Let's begin by broadly describing the stages of the feature extraction pipeline. To calculate any statistical feature from a raw, unprocessed text, the following steps must occur in sequence:
1. Initialize the pipeline object
2. Pre-process (clean up) the text to remove stray whitespaces, numerals, characters, etc.
3. Extract fundamental attributes of the text (eg., tokens, POS tags, lemmas, etc.) using spaCy
4. Use the extracted attributes to calculate statistical features of the text (eg., total number of tokens, type-token ratio, pronoun density, etc.)

It is not possible to calculate a statistical feature without first extracting the fundamental attributes necessary for calculating that feature. In other words, we cannot reach stage 4 without completing stages 1, 2 and 3. However, the API is written with some shortcuts in place, allowing us to almost never need to explicitly call the `.preprocess()` method in our code. Depending on our usage we can even sometimes skip writing the spaCy step. It is most crucial to remember that the unprocessed text must be passed as an argument at some stage within the pipeline, but it is quite flexible as to which stage that should be.

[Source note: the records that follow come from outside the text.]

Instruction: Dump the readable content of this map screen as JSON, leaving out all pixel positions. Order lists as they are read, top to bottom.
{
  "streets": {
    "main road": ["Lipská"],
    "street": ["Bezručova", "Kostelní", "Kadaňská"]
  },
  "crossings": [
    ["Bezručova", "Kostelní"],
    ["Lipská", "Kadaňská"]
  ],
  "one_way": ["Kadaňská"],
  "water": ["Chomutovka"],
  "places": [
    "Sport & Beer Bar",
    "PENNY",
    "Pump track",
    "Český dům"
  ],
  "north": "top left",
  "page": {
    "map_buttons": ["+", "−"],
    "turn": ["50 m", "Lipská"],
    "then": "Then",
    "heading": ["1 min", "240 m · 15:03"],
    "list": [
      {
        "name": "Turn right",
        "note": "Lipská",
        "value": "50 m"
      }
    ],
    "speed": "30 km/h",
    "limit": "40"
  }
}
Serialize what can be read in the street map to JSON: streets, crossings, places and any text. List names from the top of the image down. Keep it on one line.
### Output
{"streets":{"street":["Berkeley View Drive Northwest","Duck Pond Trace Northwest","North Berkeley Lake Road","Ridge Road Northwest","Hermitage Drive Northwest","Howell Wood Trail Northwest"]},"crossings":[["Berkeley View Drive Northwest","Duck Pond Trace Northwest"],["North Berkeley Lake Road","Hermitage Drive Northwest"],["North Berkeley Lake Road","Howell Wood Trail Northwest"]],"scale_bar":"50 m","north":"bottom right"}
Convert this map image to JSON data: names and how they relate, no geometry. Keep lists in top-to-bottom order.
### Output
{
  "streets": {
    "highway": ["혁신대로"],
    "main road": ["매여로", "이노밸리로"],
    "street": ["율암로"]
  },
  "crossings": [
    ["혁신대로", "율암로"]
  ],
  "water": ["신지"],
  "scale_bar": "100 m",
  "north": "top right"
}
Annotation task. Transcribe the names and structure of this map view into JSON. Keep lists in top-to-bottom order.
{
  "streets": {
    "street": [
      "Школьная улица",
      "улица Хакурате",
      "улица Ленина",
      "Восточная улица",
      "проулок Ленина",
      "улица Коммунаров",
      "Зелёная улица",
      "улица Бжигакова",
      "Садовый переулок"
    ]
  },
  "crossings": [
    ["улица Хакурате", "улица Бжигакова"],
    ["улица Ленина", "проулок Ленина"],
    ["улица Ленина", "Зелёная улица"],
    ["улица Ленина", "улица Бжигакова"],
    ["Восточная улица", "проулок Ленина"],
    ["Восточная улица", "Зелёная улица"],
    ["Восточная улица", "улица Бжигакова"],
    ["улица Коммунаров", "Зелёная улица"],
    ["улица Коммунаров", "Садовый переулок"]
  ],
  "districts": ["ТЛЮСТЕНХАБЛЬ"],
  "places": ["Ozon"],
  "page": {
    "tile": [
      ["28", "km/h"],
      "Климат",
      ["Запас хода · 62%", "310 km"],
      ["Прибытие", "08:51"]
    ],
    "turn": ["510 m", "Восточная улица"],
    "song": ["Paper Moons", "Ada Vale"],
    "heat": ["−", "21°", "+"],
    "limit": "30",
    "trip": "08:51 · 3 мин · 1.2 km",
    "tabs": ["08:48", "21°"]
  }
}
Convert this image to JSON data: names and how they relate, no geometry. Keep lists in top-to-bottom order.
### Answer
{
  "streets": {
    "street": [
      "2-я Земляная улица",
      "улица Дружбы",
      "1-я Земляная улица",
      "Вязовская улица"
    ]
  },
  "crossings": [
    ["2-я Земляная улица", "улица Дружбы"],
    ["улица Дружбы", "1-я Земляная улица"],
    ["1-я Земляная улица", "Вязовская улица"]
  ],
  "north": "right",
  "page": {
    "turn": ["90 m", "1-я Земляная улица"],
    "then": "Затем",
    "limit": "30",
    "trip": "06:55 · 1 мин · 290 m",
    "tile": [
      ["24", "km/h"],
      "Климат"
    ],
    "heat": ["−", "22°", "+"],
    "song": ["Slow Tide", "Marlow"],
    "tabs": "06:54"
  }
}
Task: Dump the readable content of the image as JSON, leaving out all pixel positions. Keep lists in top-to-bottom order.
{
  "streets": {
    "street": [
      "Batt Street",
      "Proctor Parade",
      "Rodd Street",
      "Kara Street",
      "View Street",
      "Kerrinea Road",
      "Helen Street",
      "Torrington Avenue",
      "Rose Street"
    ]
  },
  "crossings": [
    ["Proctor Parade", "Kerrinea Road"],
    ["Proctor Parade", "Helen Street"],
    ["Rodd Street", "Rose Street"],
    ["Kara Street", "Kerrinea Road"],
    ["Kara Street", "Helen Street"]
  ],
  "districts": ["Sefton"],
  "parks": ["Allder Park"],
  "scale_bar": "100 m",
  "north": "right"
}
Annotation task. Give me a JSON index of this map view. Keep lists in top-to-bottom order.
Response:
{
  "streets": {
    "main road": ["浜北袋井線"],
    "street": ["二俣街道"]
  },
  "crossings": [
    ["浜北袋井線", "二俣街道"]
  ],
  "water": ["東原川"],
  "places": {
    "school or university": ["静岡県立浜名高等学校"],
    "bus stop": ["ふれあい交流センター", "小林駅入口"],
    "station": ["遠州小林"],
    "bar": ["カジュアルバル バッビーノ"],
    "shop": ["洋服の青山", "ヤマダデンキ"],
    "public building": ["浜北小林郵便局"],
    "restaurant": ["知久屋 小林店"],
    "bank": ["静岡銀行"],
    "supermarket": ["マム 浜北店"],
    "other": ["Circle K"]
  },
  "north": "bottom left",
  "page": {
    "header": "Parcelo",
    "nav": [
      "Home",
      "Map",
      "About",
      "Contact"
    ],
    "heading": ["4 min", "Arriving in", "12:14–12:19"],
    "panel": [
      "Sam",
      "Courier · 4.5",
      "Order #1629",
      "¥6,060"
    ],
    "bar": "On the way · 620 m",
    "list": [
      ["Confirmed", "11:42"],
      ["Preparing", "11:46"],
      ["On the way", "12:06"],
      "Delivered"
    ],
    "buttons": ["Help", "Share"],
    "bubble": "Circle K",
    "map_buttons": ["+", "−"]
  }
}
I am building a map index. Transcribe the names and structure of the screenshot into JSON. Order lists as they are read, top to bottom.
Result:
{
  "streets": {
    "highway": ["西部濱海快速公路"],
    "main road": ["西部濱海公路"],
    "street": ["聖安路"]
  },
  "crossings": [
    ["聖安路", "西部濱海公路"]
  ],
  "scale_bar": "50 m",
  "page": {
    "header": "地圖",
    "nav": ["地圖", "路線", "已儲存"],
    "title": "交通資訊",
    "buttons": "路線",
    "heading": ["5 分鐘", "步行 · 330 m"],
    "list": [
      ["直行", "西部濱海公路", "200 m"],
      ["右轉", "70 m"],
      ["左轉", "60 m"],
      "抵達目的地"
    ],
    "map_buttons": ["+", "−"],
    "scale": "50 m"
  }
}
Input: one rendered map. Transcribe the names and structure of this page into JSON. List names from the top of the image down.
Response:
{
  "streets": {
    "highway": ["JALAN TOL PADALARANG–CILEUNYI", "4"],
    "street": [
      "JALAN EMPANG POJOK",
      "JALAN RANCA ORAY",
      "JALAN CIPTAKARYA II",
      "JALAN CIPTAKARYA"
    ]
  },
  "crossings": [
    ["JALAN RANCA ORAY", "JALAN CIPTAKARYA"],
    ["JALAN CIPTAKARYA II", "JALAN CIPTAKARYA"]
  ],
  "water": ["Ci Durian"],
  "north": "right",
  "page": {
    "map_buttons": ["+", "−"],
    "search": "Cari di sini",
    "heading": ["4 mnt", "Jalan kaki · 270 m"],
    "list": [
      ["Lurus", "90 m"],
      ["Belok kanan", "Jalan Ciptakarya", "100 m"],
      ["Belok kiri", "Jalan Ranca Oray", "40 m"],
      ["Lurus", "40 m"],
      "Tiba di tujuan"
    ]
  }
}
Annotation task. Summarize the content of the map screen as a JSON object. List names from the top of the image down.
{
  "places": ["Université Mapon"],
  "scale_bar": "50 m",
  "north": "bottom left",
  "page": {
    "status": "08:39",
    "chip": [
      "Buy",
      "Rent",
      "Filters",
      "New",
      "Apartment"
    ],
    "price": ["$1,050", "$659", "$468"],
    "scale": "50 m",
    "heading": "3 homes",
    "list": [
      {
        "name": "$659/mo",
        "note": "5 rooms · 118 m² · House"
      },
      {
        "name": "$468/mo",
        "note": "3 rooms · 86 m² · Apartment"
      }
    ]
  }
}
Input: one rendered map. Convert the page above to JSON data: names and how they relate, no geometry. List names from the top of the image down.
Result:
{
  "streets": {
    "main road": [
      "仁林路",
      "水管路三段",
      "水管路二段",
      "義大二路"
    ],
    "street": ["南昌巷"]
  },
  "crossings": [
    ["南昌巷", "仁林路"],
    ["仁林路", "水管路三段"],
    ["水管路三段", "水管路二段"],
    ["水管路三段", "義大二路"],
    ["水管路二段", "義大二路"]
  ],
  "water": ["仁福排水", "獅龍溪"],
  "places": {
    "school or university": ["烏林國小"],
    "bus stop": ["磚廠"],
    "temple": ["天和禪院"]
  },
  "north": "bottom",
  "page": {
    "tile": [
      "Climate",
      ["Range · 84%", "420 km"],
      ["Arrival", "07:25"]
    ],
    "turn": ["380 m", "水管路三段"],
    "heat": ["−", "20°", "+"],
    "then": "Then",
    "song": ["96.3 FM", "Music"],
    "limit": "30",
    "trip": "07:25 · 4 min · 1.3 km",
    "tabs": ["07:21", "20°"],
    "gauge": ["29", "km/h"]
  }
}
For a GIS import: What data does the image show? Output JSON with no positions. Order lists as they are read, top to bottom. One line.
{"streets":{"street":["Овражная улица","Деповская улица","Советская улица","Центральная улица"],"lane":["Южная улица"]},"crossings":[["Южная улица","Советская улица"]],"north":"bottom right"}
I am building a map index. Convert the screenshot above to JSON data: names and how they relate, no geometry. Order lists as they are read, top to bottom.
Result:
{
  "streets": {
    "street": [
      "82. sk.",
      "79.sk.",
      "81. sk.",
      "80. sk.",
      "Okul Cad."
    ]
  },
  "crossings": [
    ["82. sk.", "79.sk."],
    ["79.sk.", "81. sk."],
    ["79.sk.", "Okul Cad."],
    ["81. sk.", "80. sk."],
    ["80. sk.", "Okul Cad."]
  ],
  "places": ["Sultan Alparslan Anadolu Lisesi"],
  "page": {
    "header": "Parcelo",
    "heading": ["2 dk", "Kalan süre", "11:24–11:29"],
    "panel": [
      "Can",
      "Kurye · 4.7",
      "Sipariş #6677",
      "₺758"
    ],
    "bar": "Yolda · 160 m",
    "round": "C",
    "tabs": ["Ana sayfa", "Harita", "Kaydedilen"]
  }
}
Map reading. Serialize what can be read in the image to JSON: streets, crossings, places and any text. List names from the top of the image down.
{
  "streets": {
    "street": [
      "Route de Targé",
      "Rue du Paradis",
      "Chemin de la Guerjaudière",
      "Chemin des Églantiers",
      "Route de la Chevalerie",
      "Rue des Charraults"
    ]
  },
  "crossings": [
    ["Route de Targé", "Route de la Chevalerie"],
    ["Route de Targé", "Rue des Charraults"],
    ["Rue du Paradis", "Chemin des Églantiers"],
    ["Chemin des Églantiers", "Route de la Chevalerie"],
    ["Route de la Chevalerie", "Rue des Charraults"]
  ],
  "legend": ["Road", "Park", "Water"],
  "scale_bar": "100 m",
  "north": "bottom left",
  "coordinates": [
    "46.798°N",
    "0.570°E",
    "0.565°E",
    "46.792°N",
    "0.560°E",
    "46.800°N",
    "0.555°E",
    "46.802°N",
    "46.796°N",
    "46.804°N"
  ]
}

Through this tutorial we will understand these shortcuts and learn how to best apply them in workflows.

### Corpus Reading
Let's begin by loading the corpus and seeing a broad view of what it looks like:

In [2]:
corpus = read_corpus()

for k, v in corpus.items():
    print(f"{k}: {len(v)}")

A2: 62
B1: 42
A1: 94
B2: 205


Let's pick a text from the corpus for the purposes of this demo:

In [3]:
unprocessed_text = corpus["A1"][81]["content"]
print(unprocessed_text)

CAPÍtULO 12

Hoy es sábado. El día tan esperado de la final. Ha venido mucho 
público a ver el partido.

Laura y Mónica saludan con la mano a su tutor Roberto, a Ángela 
y a Carmen que están unas gradas más atrás con otros profesores 
de otros colegios.

Guillermo hoy está convocado por el entrenador, como suplente. 
Laura y Mónica están en la entrada de los vestuarios dando ánimos 
a sus compañeros.

—¡Guille! —dice Mónica a su amigo —¡A ver si marcas un gol!
—No sé si jugaré. Estoy de suplente.
—Yo creo que sí que jugarás... —dice Martín.
—Bueno, tenemos que ir a cambiarnos —dice Sergio.
—Oye, Laura —dice Mónica—. ¿Aquella chica no es...?
—¿Quién?
—Allá...
—No, no la veo.
—Ahora no se ve... Quizás me he equivocado.
Martín mira hacia donde señalan sus amigas. Él sí la ve. O no. 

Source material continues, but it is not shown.